Par regarder par les fenêtres…On habite d’abord sa maison avant d’habiter son jardin, en tous cas sous nos climats. Repérer ce qu’on aime regarder dehors et au contraire ce qui déplait, ce qu’on voudrait voir, effacer ou masquer, selon les saisons. L’exercice parait plus « facile » à la campagne qu’en pleine ville…
Traiter les problèmes qui empêchent justement de profiter du dehors : les courants d’air, les vues ingrates ou celles plongeantes des voisins, les flaques et la boue sur les passages les plus empruntés, les limites et les clôtures, les coins brûlants ou glacés.
Se pencher sur le sol et observer la terre, les petites plantes spontanées et les insectes pour comprendre dans quoi « on met les pieds ». (le jardinier mais surtout les futures plantations !).

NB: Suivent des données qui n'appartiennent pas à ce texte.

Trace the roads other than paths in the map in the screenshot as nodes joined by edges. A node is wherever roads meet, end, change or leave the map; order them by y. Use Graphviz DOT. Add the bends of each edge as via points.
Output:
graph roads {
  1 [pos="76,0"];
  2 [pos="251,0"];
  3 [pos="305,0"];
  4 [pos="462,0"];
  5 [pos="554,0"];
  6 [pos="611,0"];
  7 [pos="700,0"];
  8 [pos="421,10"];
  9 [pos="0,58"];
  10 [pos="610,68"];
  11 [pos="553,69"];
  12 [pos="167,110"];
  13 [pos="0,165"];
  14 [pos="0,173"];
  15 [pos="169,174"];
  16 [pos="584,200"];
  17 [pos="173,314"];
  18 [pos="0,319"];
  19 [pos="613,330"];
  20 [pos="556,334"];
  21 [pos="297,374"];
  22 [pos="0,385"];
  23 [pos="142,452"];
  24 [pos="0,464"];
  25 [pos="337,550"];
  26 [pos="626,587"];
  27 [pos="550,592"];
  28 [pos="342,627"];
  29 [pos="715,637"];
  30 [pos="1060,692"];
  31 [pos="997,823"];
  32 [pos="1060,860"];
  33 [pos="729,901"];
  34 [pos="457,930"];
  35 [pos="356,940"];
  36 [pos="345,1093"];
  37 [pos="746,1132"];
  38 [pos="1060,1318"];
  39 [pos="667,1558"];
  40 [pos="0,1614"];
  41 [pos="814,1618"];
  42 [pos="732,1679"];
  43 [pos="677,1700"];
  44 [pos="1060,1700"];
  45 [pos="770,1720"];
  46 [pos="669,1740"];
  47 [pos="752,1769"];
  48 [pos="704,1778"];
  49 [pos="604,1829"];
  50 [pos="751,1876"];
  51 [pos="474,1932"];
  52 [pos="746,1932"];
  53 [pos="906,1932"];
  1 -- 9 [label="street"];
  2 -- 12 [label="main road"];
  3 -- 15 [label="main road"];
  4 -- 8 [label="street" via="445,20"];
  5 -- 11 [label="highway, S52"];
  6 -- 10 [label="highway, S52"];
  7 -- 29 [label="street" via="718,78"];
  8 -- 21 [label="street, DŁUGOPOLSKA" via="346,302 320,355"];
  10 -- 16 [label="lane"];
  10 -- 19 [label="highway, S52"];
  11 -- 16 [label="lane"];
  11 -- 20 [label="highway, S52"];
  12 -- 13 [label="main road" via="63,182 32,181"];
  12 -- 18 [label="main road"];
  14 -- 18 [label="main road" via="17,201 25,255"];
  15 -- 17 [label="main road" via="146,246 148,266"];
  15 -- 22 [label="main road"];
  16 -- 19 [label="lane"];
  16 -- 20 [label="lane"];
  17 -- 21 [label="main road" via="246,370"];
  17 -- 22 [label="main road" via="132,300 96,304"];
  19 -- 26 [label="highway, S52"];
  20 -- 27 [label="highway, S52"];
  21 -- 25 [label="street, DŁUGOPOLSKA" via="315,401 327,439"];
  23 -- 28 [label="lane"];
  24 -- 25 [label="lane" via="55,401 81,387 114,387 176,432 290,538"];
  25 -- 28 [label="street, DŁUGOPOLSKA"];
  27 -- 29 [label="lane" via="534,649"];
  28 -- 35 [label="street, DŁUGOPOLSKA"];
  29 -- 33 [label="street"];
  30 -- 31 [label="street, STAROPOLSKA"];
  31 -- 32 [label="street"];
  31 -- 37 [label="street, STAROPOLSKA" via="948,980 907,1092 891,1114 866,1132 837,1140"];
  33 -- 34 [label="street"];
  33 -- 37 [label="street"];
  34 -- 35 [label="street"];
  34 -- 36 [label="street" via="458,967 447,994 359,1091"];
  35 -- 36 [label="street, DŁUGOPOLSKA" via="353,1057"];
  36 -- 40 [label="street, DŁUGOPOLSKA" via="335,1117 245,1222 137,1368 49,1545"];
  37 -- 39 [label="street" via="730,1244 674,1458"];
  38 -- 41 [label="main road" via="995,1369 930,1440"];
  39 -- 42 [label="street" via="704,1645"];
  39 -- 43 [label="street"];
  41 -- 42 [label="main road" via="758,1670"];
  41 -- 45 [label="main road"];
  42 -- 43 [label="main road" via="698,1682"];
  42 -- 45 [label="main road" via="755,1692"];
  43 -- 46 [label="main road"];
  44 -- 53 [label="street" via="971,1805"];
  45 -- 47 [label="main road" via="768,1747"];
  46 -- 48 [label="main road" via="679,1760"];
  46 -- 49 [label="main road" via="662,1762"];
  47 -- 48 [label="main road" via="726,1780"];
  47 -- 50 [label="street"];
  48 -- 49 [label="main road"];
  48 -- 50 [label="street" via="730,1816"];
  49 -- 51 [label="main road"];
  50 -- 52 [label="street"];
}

Ensuite réfléchir à ce qu’on attend de la « vie au jardin ». Sans jamais oublier qu’un jardin, ce n’est pas « le tout, tout de suite », au contraire. Le jardin, on le fait pour après-demain, demain, avant aujourd’hui (Cà c’est cadeau !). Et comme la vie change, le jardin évoluera sans cesse, à plusieurs rythmes, nous aussi.